David Kerr, the director of Educational Programmes at the Citizenship Foundation in London, presented priorities for Civic and Citizenship Education in Europe. He briefly summarized the International Civic and Citizenship Education Study from 2009 (ICCS), best data base of this kind – as he claimed. Research carried out in 38 countries all over the world gathered responses of teachers and 130 000 students about their perception of civic and citizenship education. Although civic and citizenship education is supposed to be a priority policy in education in most countries, and teachers generally consider this part of education as based on developing knowledge and skills, they are scarcely interested in preparing pupils for active participation. The study addresses various issues, for e.g.: students’ perception and attitudes, trust and active participation.

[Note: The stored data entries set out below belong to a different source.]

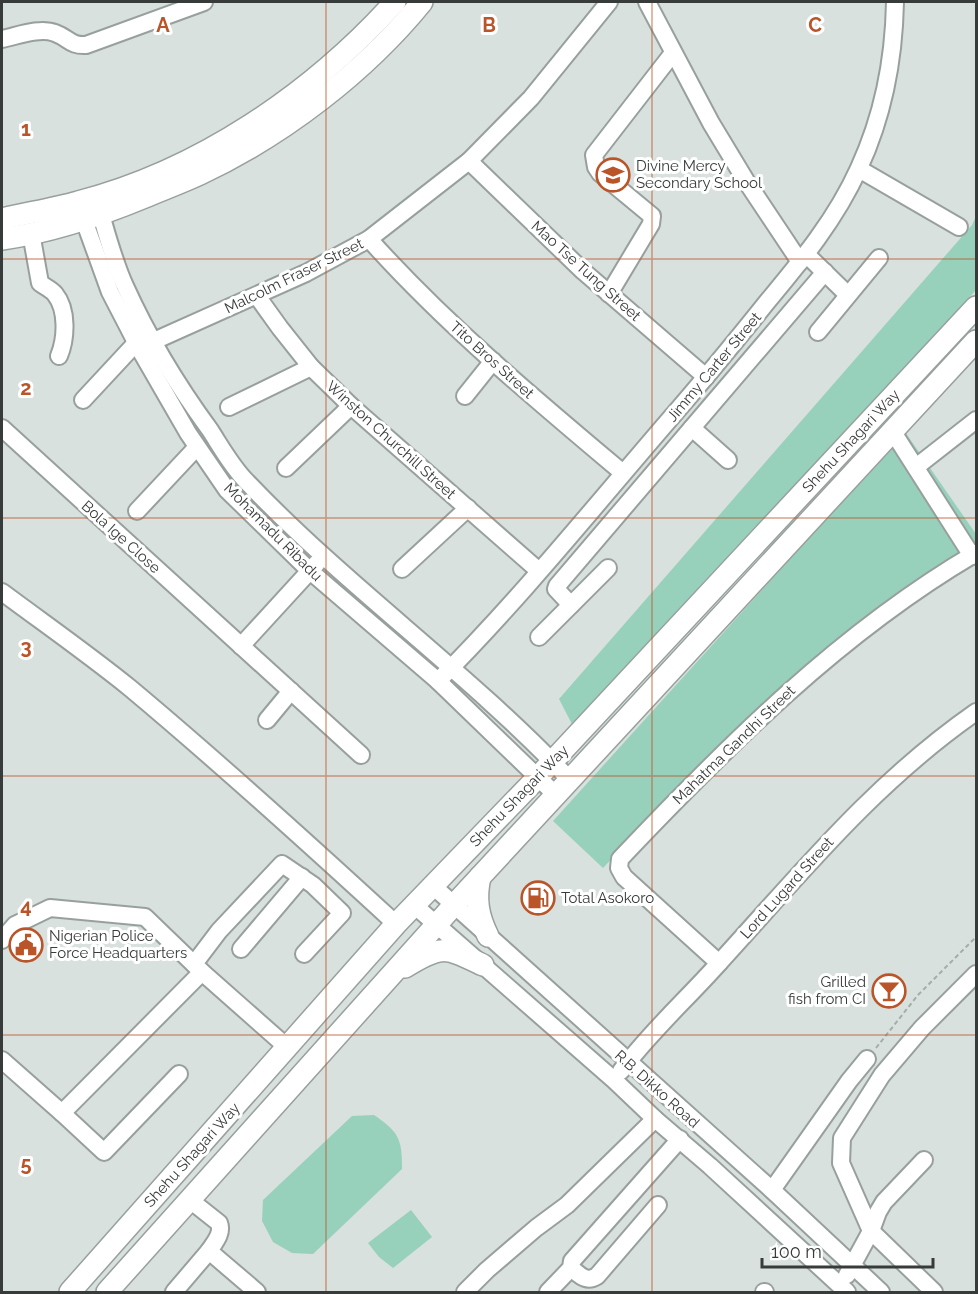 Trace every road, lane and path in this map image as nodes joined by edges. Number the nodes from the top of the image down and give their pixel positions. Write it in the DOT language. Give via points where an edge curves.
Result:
graph roads {
  1 [pos="204,2"];
  2 [pos="395,2"];
  3 [pos="422,2"];
  4 [pos="609,2"];
  5 [pos="647,2"];
  6 [pos="895,2"];
  7 [pos="2,39"];
  8 [pos="673,53"];
  9 [pos="468,161"];
  10 [pos="859,169"];
  11 [pos="90,209"];
  12 [pos="2,219"];
  13 [pos="959,227"];
  14 [pos="31,233"];
  15 [pos="2,239"];
  16 [pos="369,239"];
  17 [pos="804,258"];
  18 [pos="879,258"];
  19 [pos="825,272"];
  20 [pos="609,294"];
  21 [pos="848,295"];
  22 [pos="257,296"];
  23 [pos="976,306"];
  24 [pos="818,332"];
  25 [pos="976,341"];
  26 [pos="143,344"];
  27 [pos="59,356"];
  28 [pos="493,361"];
  29 [pos="312,367"];
  30 [pos="706,377"];
  31 [pos="465,396"];
  32 [pos="82,400"];
  33 [pos="351,405"];
  34 [pos="229,406"];
  35 [pos="976,420"];
  36 [pos="2,428"];
  37 [pos="692,428"];
  38 [pos="892,432"];
  39 [pos="197,447"];
  40 [pos="728,460"];
  41 [pos="916,467"];
  42 [pos="286,468"];
  43 [pos="623,473"];
  44 [pos="468,508"];
  45 [pos="137,511"];
  46 [pos="974,554"];
  47 [pos="323,555"];
  48 [pos="608,568"];
  49 [pos="402,569"];
  50 [pos="310,571"];
  51 [pos="539,571"];
  52 [pos="4,598"];
  53 [pos="571,605"];
  54 [pos="539,637"];
  55 [pos="242,646"];
  56 [pos="452,667"];
  57 [pos="438,681"];
  58 [pos="291,691"];
  59 [pos="976,712"];
  60 [pos="267,720"];
  61 [pos="361,755"];
  62 [pos="546,769"];
  63 [pos="563,788"];
  64 [pos="480,877"];
  65 [pos="302,878"];
  66 [pos="433,886"];
  67 [pos="414,905"];
  68 [pos="454,905"];
  69 [pos="396,924"];
  70 [pos="436,925"];
  71 [pos="488,936"];
  72 [pos="976,937"];
  73 [pos="2,940"];
  74 [pos="241,949"];
  75 [pos="304,954"];
  76 [pos="719,963"];
  77 [pos="483,965"];
  78 [pos="198,968"];
  79 [pos="976,974"];
  80 [pos="392,975"];
  81 [pos="288,1048"];
  82 [pos="867,1059"];
  83 [pos="2,1060"];
  84 [pos="627,1062"];
  85 [pos="179,1074"];
  86 [pos="614,1080"];
  87 [pos="62,1113"];
  88 [pos="655,1119"];
  89 [pos="680,1139"];
  90 [pos="924,1160"];
  91 [pos="772,1190"];
  92 [pos="190,1200"];
  93 [pos="658,1205"];
  94 [pos="871,1231"];
  95 [pos="209,1251"];
  96 [pos="853,1265"];
  97 [pos="571,1268"];
  98 [pos="841,1290"];
  99 [pos="70,1293"];
  100 [pos="107,1293"];
  101 [pos="174,1293"];
  102 [pos="257,1293"];
  103 [pos="465,1293"];
  104 [pos="548,1293"];
  105 [pos="881,1293"];
  106 [pos="934,1293"];
  1 -- 7 [label="street" via="86,45 77,46 54,32 44,31"];
  2 -- 11 [label="main road" via="325,70 230,137"];
  3 -- 11 [label="main road" via="355,71 282,127 201,174"];
  4 -- 9 [label="street, Malcolm Fraser Street" via="531,98"];
  5 -- 8 [label="street"];
  6 -- 10 [label="street, Jimmy Carter Street" via="889,75"];
  8 -- 17 [label="street" via="728,152"];
  8 -- 20 [label="street" via="594,155 600,173 652,216"];
  9 -- 16 [label="street, Malcolm Fraser Street"];
  9 -- 20 [label="street, Mao Tse Tung Street"];
  10 -- 13 [label="street"];
  10 -- 17 [label="street, Jimmy Carter Street"];
  11 -- 12 [label="main road"];
  11 -- 14 [label="main road"];
  11 -- 26 [label="street, Mohamadu Ribadu" via="110,292"];
  14 -- 15 [label="main road"];
  14 -- 27 [label="street" via="40,283 62,305 64,336"];
  16 -- 22 [label="street, Malcolm Fraser Street"];
  16 -- 28 [label="street, Tito Bros Street"];
  17 -- 19 [label="street"];
  17 -- 30 [label="street, Jimmy Carter Street"];
  18 -- 21 [label="street"];
  19 -- 21 [label="street"];
  19 -- 37 [label="street"];
  20 -- 30 [label="street, Mao Tse Tung Street"];
  21 -- 24 [label="street"];
  22 -- 26 [label="street, Malcolm Fraser Street"];
  22 -- 29 [label="street, Winston Churchill Street"];
  23 -- 62 [label="main road, Shehu Shagari Way"];
  25 -- 38 [label="main road, Shehu Shagari Way"];
  26 -- 32 [label="street"];
  26 -- 39 [label="street, Mohamadu Ribadu"];
  26 -- 47 [label="street, Mohamadu Ribadu" via="177,383 245,480"];
  28 -- 31 [label="street"];
  28 -- 43 [label="street, Tito Bros Street"];
  29 -- 33 [label="street, Winston Churchill Street"];
  29 -- 34 [label="street"];
  30 -- 43 [label="street, Jimmy Carter Street"];
  33 -- 42 [label="street"];
  33 -- 44 [label="street, Winston Churchill Street"];
  35 -- 41 [label="street"];
  36 -- 55 [label="street, Bola Ige Close"];
  37 -- 40 [label="street"];
  37 -- 53 [label="street" via="557,586 557,592"];
  38 -- 41 [label="street"];
  38 -- 63 [label="main road, Shehu Shagari Way"];
  39 -- 45 [label="street"];
  39 -- 50 [label="street, Mohamadu Ribadu" via="227,490"];
  41 -- 46 [label="street"];
  43 -- 51 [label="street, Jimmy Carter Street"];
  44 -- 49 [label="street"];
  44 -- 51 [label="street, Winston Churchill Street"];
  46 -- 76 [label="street, Mahatma Gandhi Street" via="922,586 796,685 685,790 620,859 624,878"];
  47 -- 50 [label="street"];
  47 -- 56 [label="street, Mohamadu Ribadu"];
  48 -- 53 [label="street"];
  50 -- 55 [label="street"];
  50 -- 57 [label="street, Mohamadu Ribadu"];
  51 -- 56 [label="street, Jimmy Carter Street"];
  52 -- 69 [label="street" via="66,638 129,687 269,807"];
  53 -- 54 [label="street"];
  55 -- 58 [label="street, Bola Ige Close"];
  56 -- 57 [label="street, Jimmy Carter Street"];
  56 -- 62 [label="street, Mohamadu Ribadu"];
  57 -- 62 [label="street, Mohamadu Ribadu"];
  58 -- 60 [label="street"];
  58 -- 61 [label="street, Bola Ige Close"];
  59 -- 76 [label="street, Lord Lugard Street" via="867,801"];
  62 -- 63 [label="street, Mohamadu Ribadu"];
  62 -- 66 [label="main road, Shehu Shagari Way"];
  63 -- 64 [label="main road, Shehu Shagari Way"];
  64 -- 68 [label="main road, Shehu Shagari Way"];
  64 -- 71 [label="main road" via="477,902"];
  65 -- 74 [label="street"];
  65 -- 75 [label="street" via="342,913"];
  65 -- 78 [label="street" via="282,864 219,931"];
  66 -- 67 [label="main road, Shehu Shagari Way"];
  66 -- 68 [label="street, R.B. Dikko Road"];
  67 -- 69 [label="main road, Shehu Shagari Way"];
  67 -- 70 [label="street, R.B. Dikko Road"];
  68 -- 70 [label="main road, Shehu Shagari Way"];
  68 -- 71 [label="street, R.B. Dikko Road"];
  69 -- 81 [label="main road, Shehu Shagari Way"];
  70 -- 77 [label="street, R.B. Dikko Road"];
  70 -- 80 [label="main road, Shehu Shagari Way"];
  71 -- 84 [label="street, R.B. Dikko Road"];
  72 -- 82 [label="path" via="918,995"];
  73 -- 78 [label="street" via="15,925 50,908 145,916"];
  76 -- 84 [label="street, Lord Lugard Street"];
  77 -- 80 [label="main road" via="459,952 438,951"];
  77 -- 86 [label="street, R.B. Dikko Road"];
  78 -- 81 [label="street"];
  78 -- 87 [label="street"];
  79 -- 94 [label="street" via="882,1075 843,1138 841,1163"];
  80 -- 92 [label="main road, Shehu Shagari Way"];
  81 -- 99 [label="main road, Shehu Shagari Way"];
  82 -- 91 [label="street"];
  83 -- 87 [label="street"];
  84 -- 86 [label="street, Lord Lugard Street"];
  84 -- 91 [label="street, R.B. Dikko Road"];
  85 -- 87 [label="street" via="104,1152"];
  86 -- 88 [label="street, R.B. Dikko Road"];
  88 -- 89 [label="street, R.B. Dikko Road"];
  88 -- 103 [label="street" via="567,1205 487,1270"];
  89 -- 97 [label="street" via="572,1261"];
  89 -- 98 [label="street, R.B. Dikko Road"];
  90 -- 94 [label="street" via="884,1202"];
  91 -- 96 [label="street, R.B. Dikko Road"];
  92 -- 95 [label="street" via="219,1223 219,1234"];
  92 -- 100 [label="main road, Shehu Shagari Way"];
  93 -- 97 [label="street" via="597,1276 585,1279"];
  94 -- 96 [label="street"];
  94 -- 106 [label="street"];
  95 -- 101 [label="street"];
  95 -- 102 [label="street"];
  96 -- 98 [label="street"];
  96 -- 105 [label="street, R.B. Dikko Road"];
  97 -- 104 [label="street"];
} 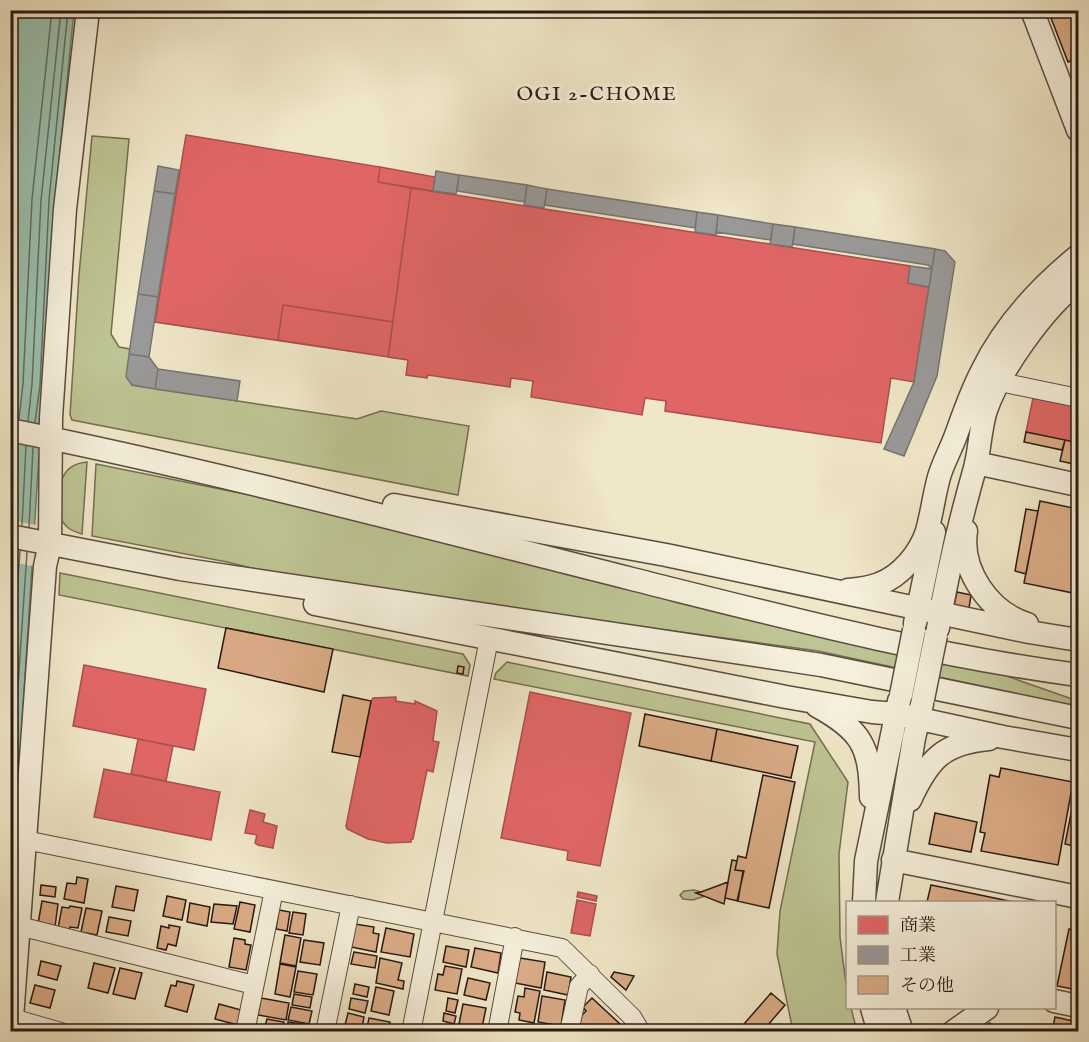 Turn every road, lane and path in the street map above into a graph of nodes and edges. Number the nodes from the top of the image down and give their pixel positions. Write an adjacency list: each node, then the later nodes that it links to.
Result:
1 (88, 10): 9 (street)
2 (1032, 10): 3 (street)
3 (1078, 130)
4 (1078, 256): 10 (street)
5 (1078, 282): 6 (street)
6 (1000, 382): 7 (street); 11 (street)
7 (1078, 398)
8 (10, 430): 9 (street)
9 (46, 437): 12 (street); 16 (street)
10 (951, 446): 18 (street); 19 (street)
11 (976, 463): 13 (street); 14 (street)
12 (245, 481): 18 (street); 24 (street)
13 (1078, 485)
14 (967, 497): 20 (street); 21 (street)
15 (10, 536): 16 (street)
16 (42, 543): 17 (street); 33 (street)
17 (180, 569): 22 (street); 29 (street)
18 (834, 592): 19 (street)
19 (916, 620): 20 (street); 28 (street, bridge)
20 (938, 625): 23 (street); 28 (street, bridge)
21 (1078, 634)
22 (489, 639): 27 (street); 41 (street)
23 (1078, 640)
24 (1008, 665): 25 (street); 26 (street)
25 (1078, 675)
26 (1078, 688)
27 (786, 697): 28 (street); 35 (street)
28 (910, 707): 30 (street); 32 (street); 35 (street)
29 (1078, 718)
30 (1003, 737): 31 (street); 32 (street)
31 (1078, 750)
32 (900, 825): 34 (street)
33 (25, 840): 36 (street); 42 (street)
34 (893, 860): 37 (street); 39 (street)
35 (866, 861): 38 (street)
36 (274, 890): 40 (street); 45 (street)
37 (1078, 897)
38 (864, 901)
39 (887, 901)
40 (351, 905): 41 (street); 54 (street)
41 (433, 921): 43 (street); 55 (street)
42 (19, 926): 45 (street); 51 (street)
43 (515, 937): 44 (street); 56 (street)
44 (590, 974): 57 (street); 58 (street)
45 (254, 985): 53 (street)
46 (1056, 1001): 47 (street)
47 (1078, 1006)
48 (872, 1009): 59 (street)
49 (894, 1009): 60 (street)
50 (986, 1009): 61 (street)
51 (12, 1025): 52 (street)
52 (61, 1032)
53 (245, 1032)
54 (325, 1032)
55 (411, 1032)
56 (497, 1032)
57 (569, 1032)
58 (641, 1032)
59 (879, 1032)
60 (902, 1032)
61 (953, 1032) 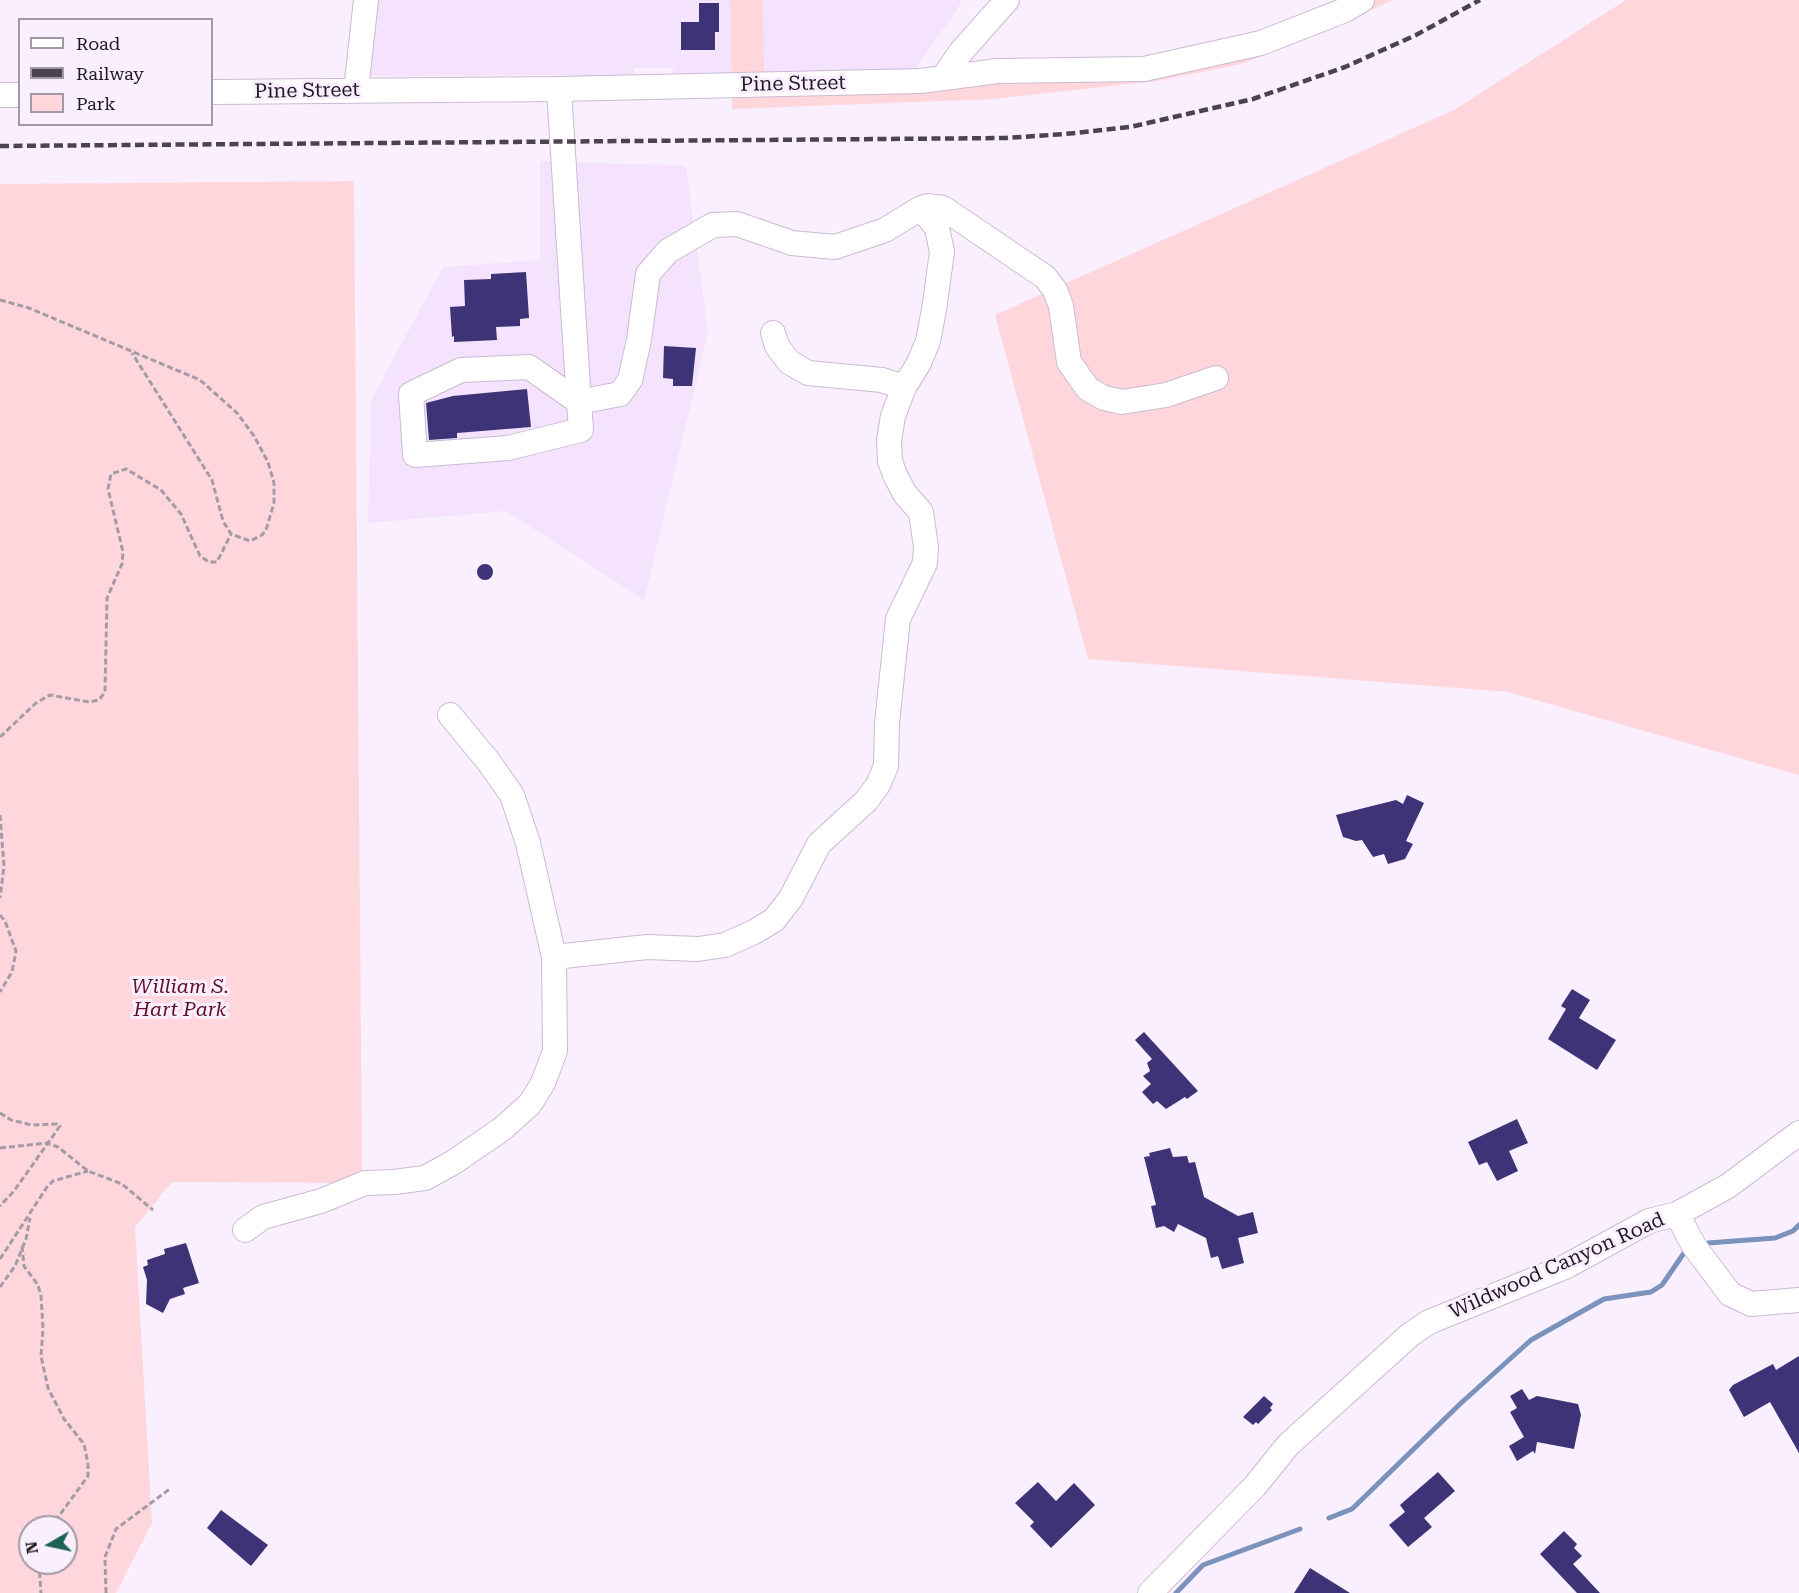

Basic points, which David Kerr recalled, are the key factors that influence civic knowledge and participation. Socioeconomic background,  parental interest, migrant and language status are among major valuables which have impact on students’ performance when concerning citizenship education. The more civic knowledge students have the more likely they are to participate. The speaker posed the question: How much civic knowledge do you need to participate?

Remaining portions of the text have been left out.